Assigned task.
Copy each line of the records below that has "Left" in it.

Saved data entries
——————————
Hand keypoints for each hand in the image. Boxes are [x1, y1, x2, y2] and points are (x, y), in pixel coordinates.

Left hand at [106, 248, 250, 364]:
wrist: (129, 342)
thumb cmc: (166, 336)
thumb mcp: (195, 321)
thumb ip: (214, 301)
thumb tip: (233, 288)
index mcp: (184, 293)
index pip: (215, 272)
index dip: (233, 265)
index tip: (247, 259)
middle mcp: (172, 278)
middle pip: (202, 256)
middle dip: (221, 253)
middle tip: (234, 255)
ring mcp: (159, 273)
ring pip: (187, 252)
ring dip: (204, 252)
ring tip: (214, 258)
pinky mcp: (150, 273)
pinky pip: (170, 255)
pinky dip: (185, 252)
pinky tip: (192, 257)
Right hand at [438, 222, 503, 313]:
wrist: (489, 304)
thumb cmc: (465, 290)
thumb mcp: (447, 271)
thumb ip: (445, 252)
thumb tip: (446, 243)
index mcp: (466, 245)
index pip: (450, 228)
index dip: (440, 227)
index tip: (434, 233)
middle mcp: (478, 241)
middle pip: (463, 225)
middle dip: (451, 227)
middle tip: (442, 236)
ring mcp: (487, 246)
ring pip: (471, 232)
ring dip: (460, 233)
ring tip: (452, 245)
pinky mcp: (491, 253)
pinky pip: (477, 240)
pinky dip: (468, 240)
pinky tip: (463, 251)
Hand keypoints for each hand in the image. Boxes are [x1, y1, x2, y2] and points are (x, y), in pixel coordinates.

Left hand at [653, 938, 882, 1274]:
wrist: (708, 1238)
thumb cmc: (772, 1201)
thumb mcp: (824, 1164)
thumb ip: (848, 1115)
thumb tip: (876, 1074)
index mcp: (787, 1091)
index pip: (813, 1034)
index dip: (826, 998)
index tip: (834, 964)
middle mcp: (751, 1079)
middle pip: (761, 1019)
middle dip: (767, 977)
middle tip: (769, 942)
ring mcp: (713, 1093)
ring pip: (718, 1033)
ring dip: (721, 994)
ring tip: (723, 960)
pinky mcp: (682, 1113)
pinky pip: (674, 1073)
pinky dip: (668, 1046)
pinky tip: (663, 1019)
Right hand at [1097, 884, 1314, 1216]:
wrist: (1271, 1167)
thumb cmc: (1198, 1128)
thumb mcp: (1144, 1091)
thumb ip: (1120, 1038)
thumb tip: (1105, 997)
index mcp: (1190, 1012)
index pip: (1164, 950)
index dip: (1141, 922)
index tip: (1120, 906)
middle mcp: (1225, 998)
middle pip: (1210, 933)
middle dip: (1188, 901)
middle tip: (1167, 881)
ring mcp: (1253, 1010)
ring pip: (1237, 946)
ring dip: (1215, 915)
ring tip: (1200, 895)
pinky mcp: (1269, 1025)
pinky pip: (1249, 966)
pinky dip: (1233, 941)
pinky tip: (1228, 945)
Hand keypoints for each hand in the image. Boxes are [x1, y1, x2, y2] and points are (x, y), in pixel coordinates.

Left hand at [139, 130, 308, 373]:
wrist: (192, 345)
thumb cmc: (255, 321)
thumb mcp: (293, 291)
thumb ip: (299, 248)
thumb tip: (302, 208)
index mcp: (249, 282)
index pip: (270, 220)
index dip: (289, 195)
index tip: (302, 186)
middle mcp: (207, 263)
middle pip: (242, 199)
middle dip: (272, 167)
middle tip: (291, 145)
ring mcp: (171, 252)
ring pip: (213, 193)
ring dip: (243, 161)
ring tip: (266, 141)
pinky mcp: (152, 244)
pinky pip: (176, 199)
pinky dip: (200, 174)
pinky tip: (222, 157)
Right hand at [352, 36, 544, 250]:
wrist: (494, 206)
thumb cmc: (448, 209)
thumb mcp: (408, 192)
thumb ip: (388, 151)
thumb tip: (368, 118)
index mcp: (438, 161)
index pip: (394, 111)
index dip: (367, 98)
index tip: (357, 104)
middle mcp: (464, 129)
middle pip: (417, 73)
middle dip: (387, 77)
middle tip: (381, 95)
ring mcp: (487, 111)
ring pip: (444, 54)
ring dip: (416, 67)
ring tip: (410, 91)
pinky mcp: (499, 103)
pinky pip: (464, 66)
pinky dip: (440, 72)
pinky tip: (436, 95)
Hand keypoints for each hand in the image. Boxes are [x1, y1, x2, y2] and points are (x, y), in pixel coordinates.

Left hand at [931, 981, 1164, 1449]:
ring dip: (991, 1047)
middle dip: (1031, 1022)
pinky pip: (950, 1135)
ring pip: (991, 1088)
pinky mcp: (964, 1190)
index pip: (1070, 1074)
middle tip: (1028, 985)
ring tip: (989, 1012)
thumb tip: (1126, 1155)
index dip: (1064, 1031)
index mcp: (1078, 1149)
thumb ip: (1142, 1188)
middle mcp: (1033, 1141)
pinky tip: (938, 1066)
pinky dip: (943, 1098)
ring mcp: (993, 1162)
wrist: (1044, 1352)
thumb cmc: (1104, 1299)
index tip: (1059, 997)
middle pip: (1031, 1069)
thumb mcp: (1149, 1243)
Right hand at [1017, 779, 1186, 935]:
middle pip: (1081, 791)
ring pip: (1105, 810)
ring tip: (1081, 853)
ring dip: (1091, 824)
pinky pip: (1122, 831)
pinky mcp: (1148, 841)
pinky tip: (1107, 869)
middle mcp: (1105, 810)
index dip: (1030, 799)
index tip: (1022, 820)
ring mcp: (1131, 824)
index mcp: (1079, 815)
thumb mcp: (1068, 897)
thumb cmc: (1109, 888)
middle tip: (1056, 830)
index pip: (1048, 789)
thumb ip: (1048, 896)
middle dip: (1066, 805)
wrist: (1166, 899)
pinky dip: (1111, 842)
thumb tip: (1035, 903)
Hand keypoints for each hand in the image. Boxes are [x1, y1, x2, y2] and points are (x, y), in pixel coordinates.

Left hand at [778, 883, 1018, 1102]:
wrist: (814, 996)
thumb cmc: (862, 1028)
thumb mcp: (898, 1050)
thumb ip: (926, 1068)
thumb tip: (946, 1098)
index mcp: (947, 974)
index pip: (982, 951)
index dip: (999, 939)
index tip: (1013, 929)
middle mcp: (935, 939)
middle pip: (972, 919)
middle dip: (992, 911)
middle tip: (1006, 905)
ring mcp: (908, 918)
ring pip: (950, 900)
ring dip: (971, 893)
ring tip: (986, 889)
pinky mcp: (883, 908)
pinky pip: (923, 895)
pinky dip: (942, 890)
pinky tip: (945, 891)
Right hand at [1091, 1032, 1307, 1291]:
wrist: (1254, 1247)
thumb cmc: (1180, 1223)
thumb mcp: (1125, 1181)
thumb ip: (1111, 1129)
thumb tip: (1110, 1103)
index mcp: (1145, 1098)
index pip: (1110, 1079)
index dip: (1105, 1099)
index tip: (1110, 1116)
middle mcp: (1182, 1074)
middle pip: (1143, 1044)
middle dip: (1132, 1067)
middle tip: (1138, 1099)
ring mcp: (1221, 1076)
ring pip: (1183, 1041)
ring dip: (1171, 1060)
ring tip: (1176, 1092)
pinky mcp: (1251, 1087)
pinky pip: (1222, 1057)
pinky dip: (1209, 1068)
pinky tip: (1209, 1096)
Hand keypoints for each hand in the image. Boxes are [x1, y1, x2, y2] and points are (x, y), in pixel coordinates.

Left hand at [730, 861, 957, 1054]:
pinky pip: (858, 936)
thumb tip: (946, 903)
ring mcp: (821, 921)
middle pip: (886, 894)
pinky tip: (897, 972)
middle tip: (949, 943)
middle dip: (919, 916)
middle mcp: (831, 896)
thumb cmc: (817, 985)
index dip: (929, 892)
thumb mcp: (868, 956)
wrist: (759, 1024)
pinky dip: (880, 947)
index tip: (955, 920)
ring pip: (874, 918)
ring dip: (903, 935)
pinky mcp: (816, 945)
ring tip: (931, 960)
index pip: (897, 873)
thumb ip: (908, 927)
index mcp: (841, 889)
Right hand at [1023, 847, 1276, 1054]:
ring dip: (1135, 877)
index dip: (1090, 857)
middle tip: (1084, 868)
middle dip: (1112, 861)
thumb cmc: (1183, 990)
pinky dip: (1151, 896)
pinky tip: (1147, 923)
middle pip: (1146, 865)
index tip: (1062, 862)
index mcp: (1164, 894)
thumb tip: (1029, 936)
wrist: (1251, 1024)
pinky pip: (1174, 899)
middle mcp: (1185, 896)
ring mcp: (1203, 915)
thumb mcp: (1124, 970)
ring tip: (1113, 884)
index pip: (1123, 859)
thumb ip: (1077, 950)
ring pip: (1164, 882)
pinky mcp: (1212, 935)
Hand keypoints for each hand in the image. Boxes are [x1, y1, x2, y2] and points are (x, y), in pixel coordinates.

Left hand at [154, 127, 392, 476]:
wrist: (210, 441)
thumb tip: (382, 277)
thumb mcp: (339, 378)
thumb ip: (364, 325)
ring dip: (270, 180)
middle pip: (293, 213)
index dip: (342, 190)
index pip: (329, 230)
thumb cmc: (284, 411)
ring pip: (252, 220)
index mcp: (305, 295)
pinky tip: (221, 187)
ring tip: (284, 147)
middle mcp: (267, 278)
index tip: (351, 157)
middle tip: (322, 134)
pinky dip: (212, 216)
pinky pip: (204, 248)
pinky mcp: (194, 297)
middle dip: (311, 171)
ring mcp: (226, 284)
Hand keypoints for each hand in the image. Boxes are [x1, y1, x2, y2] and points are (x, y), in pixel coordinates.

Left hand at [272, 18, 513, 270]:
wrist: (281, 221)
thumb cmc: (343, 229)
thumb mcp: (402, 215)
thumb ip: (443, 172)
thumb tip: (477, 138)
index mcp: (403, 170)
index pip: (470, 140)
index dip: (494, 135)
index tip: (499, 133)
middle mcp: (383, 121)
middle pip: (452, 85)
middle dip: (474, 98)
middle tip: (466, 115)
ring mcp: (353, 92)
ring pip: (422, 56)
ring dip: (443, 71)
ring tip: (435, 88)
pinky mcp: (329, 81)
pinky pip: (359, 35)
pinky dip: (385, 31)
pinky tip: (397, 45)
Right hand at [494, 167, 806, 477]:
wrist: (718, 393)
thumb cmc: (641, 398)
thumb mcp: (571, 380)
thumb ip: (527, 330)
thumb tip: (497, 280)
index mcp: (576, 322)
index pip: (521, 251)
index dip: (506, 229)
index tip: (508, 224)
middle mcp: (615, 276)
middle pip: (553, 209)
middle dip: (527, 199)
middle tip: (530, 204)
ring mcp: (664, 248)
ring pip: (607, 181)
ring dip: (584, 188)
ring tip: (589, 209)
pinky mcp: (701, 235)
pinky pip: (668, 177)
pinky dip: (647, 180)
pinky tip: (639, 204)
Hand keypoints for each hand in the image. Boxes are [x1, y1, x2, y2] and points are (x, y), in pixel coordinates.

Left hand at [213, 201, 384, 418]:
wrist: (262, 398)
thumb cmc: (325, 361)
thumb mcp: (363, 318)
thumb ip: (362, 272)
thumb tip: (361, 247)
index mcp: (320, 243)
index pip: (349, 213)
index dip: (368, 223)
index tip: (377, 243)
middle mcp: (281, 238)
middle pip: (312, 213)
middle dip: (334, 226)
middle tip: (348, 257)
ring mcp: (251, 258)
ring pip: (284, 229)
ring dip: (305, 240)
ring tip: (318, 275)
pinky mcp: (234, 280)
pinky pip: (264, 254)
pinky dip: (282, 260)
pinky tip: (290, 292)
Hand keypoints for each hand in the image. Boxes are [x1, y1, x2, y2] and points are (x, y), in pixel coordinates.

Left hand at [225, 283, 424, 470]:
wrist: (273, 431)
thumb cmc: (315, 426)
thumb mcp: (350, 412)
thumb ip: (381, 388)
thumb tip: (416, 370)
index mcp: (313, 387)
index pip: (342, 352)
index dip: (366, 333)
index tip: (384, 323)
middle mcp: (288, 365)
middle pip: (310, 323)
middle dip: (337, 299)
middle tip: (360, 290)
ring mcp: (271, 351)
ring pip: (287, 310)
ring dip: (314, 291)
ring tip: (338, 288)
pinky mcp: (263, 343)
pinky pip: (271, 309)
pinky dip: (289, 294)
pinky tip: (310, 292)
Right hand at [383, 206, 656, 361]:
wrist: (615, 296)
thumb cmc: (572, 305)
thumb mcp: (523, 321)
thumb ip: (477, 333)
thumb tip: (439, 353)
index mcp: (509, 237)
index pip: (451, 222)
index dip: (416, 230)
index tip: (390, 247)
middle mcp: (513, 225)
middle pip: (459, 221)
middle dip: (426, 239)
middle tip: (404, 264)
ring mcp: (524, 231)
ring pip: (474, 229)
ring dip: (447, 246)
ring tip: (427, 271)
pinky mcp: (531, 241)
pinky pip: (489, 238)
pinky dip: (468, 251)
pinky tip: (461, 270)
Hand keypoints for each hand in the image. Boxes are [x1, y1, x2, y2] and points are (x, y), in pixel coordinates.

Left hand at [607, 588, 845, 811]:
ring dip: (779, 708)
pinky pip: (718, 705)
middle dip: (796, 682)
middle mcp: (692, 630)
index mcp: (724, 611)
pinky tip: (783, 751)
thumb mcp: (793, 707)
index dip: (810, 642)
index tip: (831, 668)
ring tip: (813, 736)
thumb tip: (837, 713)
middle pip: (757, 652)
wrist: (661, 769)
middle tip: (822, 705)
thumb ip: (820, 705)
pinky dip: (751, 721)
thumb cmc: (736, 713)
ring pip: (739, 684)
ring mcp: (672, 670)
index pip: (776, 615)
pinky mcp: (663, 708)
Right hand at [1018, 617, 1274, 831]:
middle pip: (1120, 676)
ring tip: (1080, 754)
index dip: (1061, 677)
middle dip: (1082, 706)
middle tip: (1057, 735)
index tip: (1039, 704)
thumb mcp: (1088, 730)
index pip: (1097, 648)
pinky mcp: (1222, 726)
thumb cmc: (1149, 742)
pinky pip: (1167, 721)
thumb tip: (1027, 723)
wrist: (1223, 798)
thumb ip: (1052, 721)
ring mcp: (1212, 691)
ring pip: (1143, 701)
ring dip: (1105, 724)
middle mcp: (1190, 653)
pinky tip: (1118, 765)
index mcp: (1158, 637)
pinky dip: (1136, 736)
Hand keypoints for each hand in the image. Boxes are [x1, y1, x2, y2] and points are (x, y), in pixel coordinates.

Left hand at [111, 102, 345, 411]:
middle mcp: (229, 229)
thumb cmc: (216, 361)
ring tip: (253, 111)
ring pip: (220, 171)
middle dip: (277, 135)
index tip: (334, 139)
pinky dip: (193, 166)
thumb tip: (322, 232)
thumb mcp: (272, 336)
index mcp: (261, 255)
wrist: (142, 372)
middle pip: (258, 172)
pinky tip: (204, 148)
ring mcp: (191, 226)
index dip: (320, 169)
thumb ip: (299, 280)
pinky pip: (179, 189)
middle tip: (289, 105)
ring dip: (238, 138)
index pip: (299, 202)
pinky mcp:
——————————
Response for this exercise.
Left hand at [106, 248, 250, 364]:
Left hand at [653, 938, 882, 1274]:
Left hand at [139, 130, 308, 373]:
Left hand at [931, 981, 1164, 1449]:
Left hand at [778, 883, 1018, 1102]:
Left hand at [730, 861, 957, 1054]:
Left hand at [154, 127, 392, 476]:
Left hand at [272, 18, 513, 270]:
Left hand at [213, 201, 384, 418]:
Left hand at [225, 283, 424, 470]:
Left hand at [607, 588, 845, 811]:
Left hand at [111, 102, 345, 411]:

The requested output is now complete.